To assess whether your organization’s perspective is about preserving the status quo or being open to adapting, reflect on the following questions. In your strategic conversations, what is the balance of discussion between where the world is and where you are? Is the talk centered more around your customer’s experience or do they focus on your financial performance? If our default is on our organization and where we are, this suggests we’re interested in preserving the status quo. To adjust and get better at adapting we want to consciously create a culture of curiosity that explores our external environments.

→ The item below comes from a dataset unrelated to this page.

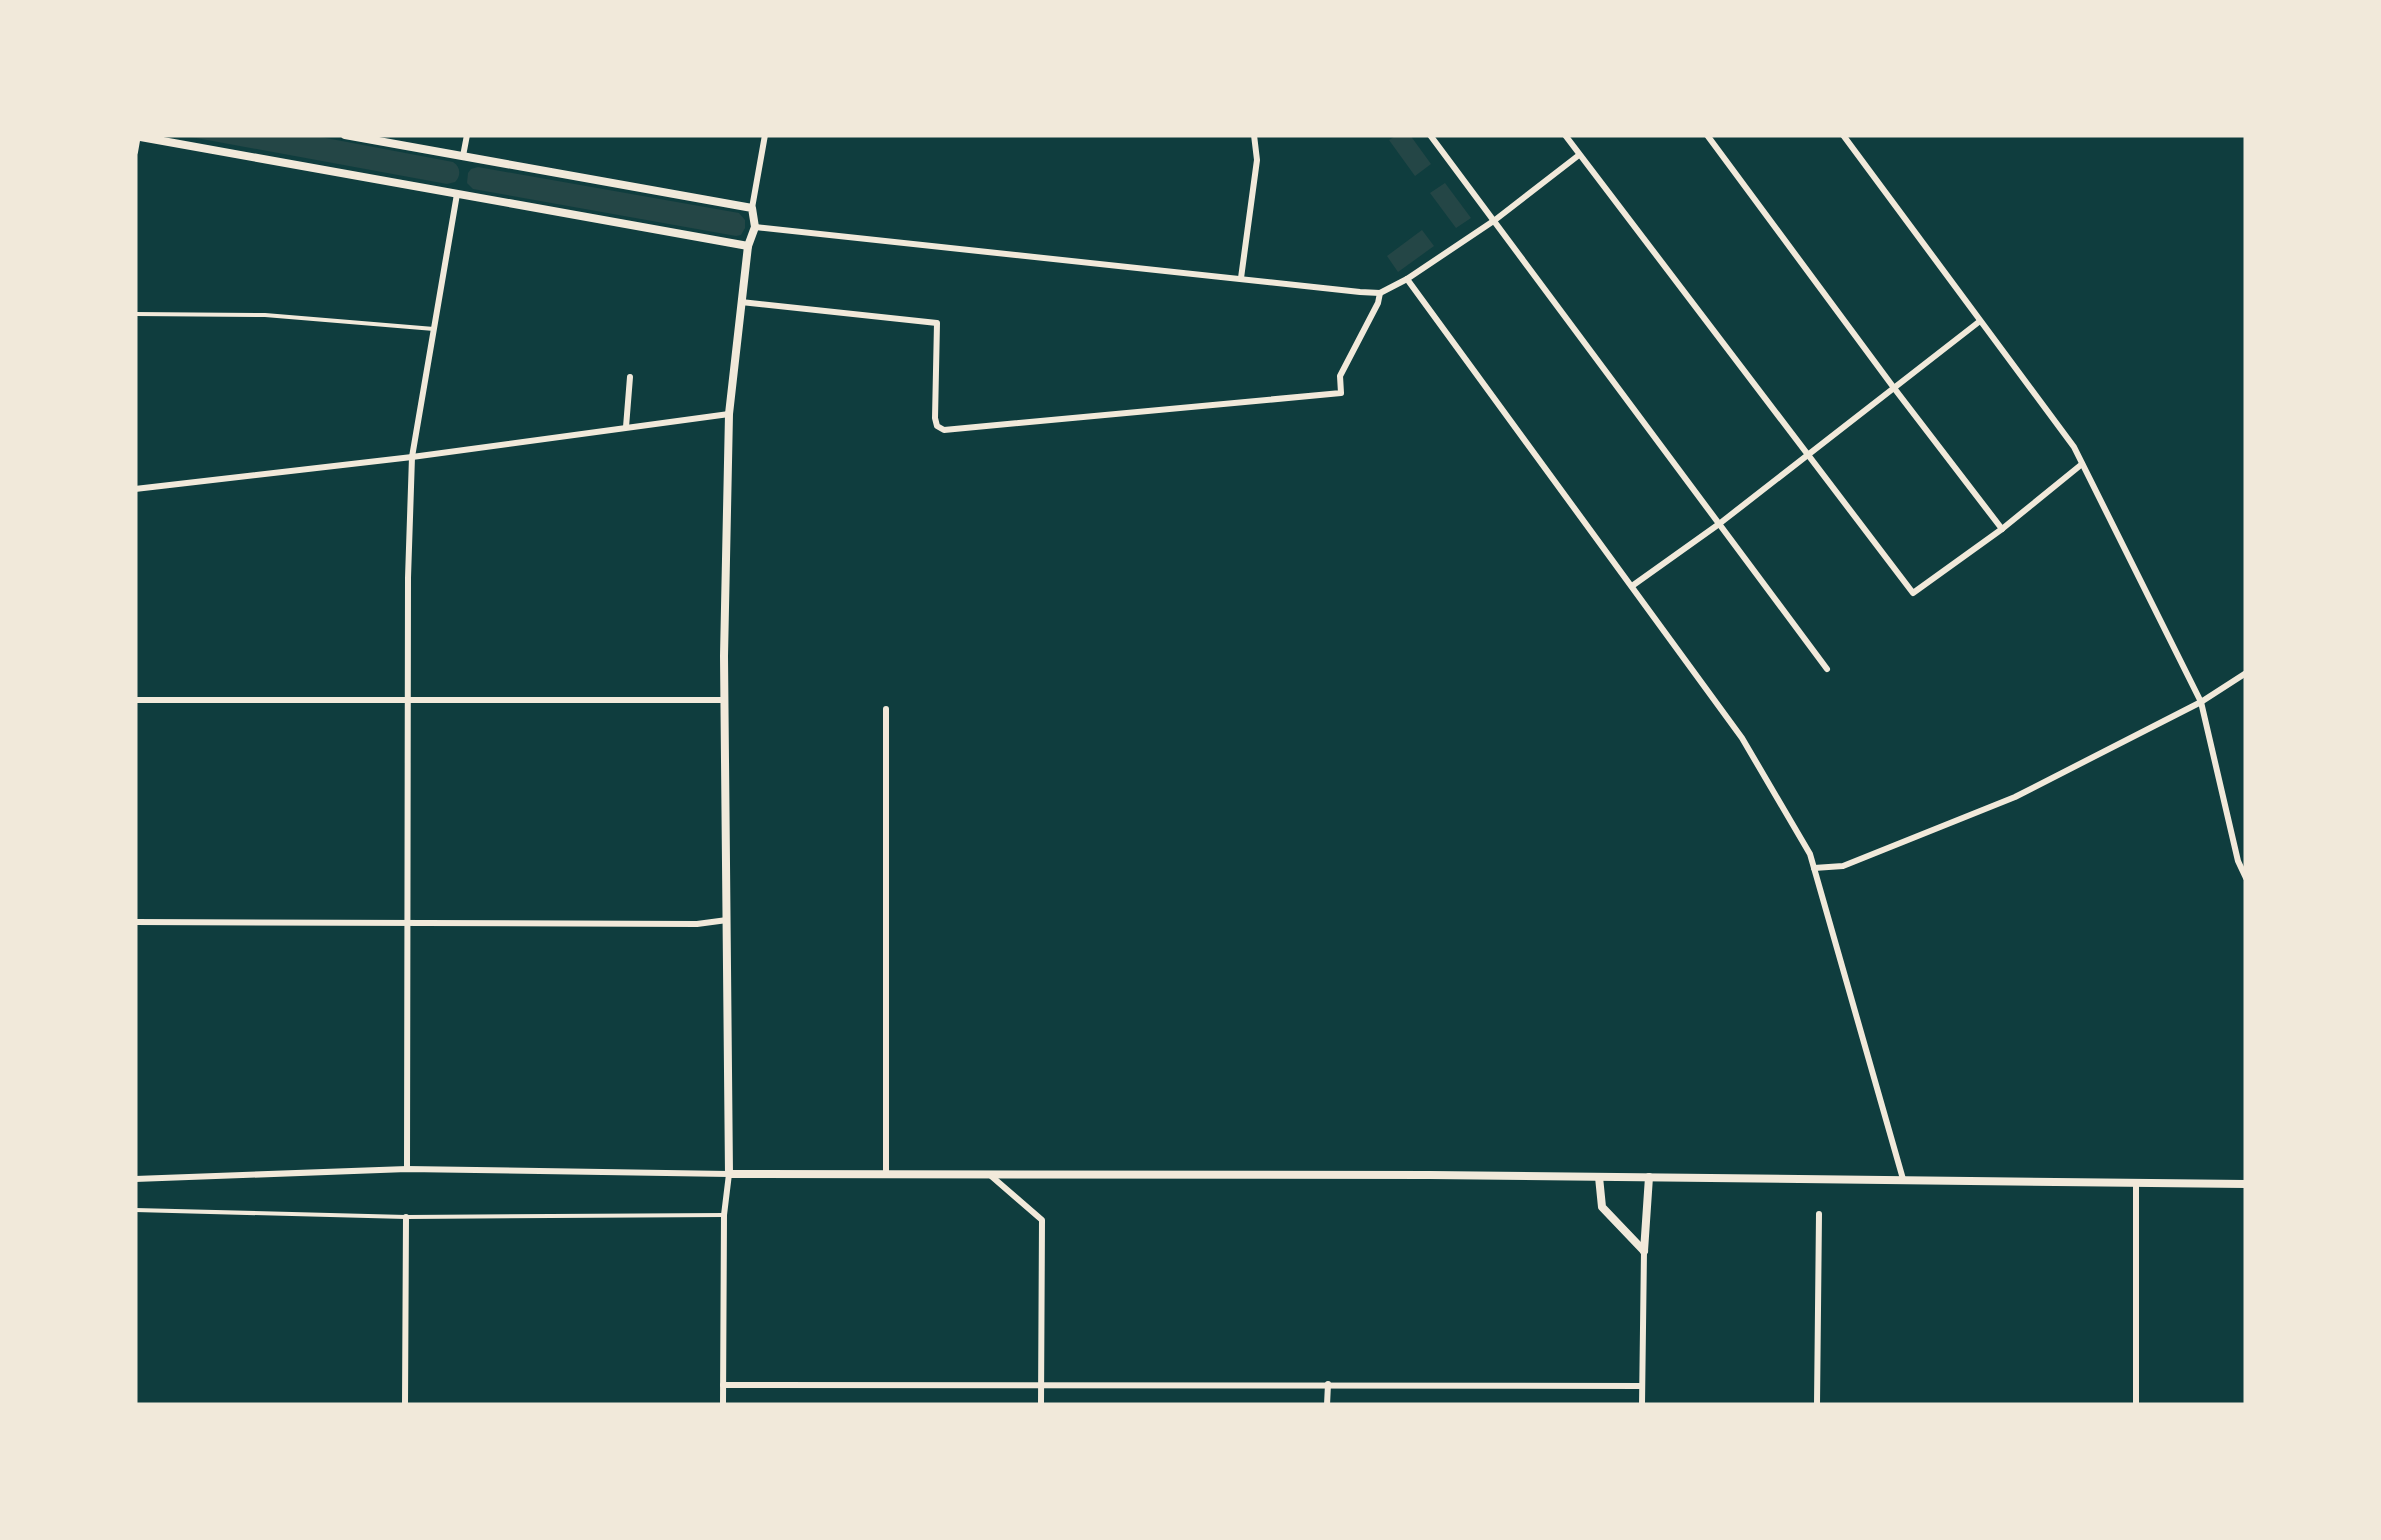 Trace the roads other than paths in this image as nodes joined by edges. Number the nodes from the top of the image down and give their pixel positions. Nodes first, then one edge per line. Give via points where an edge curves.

Though an approach of adapting may not feel like our default, it’s as natural to us as can be. Gail Sheehy in her book Passages puts it succinctly, “If we don’t change, we don’t grow. If we don’t grow, we are not really living.” Adapting is at the heart of who we are as individuals and as businesses. Adapting is what humans do best. It’s how we’ve worked our way to the top of the food chain through many years of evolution. As Michalowicz notes, “it’s all about finding dinner and not being dinner.” Business guru, Tom Peters, felt so strongly about the need to apply the ideas of adaptation to business that he had t-shirts made up with the words “Distinct or Extinct” emblazoned on them. Peters believed that we’re either working to differentiate ourselves or our businesses are on the road to becoming extinct. In their book, Total Focus, Brandon Webb and John David Mann write, “When disruption happens, you can resist it, fight it, complain about it, even try to pretend it isn’t happening… and doing any or all of the above will kill you as dead as Blockbuster, Polaroid, or Borders. Or, you can embrace it—and pivot.” Change is constant. We can try to fight it, flee it, or face it. We can cry or we can try. To face it, we need to look in its direction. We need to open our eyes, look at the world as it is, and embrace our place in order to get better at adapting.
“The only way that we can live is if we grow. The only way that we can grow is if we change. The only way that we can change is if we learn.” —C. JoyBell C.